*WORKING DATA*
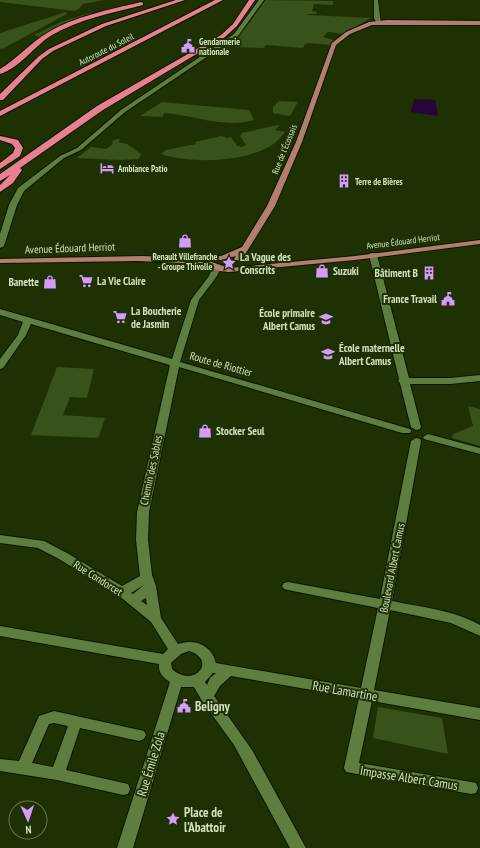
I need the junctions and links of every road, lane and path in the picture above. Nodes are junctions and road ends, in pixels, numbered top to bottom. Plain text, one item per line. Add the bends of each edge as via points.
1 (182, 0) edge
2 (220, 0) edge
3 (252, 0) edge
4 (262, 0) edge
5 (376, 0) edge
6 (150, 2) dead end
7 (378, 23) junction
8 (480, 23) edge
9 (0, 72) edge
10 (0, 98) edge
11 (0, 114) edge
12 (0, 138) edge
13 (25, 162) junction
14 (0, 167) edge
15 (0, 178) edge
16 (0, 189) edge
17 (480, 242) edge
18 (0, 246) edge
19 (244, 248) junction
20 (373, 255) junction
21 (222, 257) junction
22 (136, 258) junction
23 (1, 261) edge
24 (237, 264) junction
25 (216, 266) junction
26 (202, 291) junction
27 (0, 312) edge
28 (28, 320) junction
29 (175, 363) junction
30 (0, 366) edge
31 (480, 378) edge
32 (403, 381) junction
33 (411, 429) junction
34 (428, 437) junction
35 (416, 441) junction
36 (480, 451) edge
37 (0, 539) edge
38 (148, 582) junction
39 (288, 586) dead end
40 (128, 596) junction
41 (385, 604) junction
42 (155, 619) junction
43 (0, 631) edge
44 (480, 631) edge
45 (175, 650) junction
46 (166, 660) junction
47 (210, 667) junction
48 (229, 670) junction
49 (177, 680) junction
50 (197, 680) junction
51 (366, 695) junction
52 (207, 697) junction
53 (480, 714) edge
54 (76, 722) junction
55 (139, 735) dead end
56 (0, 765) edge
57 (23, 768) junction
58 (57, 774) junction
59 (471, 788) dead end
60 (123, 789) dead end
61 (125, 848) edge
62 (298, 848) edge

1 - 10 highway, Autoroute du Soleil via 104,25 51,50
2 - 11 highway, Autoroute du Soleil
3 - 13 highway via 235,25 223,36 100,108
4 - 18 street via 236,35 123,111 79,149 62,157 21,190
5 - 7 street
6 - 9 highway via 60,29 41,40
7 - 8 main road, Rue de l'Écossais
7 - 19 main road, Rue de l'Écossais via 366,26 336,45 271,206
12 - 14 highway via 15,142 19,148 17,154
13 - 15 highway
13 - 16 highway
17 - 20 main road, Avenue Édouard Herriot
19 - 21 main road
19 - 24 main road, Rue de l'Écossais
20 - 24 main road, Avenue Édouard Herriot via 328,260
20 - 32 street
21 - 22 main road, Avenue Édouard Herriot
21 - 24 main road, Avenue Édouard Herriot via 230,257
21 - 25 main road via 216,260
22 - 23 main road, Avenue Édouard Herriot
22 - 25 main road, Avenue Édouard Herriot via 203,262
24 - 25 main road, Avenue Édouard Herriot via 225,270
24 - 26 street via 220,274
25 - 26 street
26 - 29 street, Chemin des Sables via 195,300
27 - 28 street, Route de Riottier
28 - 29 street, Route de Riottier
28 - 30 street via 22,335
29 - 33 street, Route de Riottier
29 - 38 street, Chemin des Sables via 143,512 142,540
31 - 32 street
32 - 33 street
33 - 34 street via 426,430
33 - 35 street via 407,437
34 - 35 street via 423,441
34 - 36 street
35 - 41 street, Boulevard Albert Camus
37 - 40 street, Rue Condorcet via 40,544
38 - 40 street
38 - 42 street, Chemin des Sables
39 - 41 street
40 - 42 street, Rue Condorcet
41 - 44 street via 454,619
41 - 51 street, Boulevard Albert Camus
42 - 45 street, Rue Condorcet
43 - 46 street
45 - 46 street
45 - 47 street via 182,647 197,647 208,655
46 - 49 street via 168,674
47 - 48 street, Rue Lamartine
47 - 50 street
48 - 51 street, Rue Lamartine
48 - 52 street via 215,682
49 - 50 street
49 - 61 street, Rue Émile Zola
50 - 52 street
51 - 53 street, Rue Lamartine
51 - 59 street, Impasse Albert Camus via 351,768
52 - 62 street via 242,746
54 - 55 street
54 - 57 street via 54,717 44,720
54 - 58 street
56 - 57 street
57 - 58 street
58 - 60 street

*EXERCISE AIM*
Look through the material above for the string "Albert" and copy each line that has it.

*ANSWER SPACE*
35 - 41 street, Boulevard Albert Camus
41 - 51 street, Boulevard Albert Camus
51 - 59 street, Impasse Albert Camus via 351,768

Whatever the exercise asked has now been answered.